What needs to be done = A single number is the whole answer: the count of lines in these entries that hold "roads".

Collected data
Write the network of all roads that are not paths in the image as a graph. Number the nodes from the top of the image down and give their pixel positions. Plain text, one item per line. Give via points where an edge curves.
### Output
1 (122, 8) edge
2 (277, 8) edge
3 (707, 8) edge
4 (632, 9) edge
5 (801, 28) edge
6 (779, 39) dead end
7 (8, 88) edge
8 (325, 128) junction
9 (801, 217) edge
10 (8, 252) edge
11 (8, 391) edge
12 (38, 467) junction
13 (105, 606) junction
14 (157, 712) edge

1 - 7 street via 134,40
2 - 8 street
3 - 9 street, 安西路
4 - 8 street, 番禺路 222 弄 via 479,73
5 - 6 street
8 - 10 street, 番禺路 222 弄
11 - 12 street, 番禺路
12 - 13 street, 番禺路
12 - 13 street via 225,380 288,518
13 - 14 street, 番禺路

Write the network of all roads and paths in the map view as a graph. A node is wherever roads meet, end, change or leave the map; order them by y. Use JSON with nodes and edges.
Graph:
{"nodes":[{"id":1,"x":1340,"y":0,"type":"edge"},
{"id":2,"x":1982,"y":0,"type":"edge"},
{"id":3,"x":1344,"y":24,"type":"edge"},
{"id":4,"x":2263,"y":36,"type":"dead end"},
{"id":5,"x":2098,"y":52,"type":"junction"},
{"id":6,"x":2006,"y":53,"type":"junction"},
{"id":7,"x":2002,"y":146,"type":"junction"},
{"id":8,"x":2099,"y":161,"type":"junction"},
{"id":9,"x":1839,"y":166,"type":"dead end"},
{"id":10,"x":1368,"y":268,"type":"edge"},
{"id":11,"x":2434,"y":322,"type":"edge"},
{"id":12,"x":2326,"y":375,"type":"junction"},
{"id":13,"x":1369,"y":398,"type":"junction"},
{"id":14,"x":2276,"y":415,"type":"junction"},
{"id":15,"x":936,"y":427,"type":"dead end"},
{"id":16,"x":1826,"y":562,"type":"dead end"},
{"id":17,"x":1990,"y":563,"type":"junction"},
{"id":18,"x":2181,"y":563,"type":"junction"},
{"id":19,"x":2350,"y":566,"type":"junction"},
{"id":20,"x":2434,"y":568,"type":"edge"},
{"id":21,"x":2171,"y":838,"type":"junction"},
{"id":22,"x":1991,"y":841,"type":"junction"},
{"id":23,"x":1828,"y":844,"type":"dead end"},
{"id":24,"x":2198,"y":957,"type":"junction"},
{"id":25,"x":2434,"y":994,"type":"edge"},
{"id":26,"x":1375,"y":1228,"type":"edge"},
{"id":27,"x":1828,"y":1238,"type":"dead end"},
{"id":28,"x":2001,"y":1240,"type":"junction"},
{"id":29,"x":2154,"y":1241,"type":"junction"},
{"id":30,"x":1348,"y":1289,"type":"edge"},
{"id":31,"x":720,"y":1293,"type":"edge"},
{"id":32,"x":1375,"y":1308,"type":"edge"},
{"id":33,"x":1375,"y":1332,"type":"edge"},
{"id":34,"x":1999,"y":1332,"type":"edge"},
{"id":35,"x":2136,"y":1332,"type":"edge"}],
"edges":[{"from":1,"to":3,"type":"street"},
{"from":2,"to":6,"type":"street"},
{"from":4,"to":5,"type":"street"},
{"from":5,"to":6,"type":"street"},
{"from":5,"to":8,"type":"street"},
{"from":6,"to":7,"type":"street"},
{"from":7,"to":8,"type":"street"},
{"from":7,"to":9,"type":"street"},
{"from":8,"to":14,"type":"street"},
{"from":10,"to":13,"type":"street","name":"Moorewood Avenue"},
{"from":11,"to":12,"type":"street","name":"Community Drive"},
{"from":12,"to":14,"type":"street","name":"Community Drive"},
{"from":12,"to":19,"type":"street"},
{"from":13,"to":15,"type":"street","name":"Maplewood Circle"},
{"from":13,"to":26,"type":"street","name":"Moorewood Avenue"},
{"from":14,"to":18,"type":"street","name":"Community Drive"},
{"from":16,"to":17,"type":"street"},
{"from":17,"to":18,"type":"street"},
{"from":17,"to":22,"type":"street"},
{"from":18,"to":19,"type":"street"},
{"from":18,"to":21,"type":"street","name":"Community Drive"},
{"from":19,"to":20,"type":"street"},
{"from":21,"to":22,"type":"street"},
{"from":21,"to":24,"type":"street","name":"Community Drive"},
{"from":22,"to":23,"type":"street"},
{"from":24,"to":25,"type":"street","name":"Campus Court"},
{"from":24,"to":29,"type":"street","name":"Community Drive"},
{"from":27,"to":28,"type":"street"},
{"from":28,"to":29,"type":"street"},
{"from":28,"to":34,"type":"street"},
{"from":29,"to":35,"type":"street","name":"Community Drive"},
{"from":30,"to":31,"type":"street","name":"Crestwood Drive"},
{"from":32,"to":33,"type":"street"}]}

Answer box = 2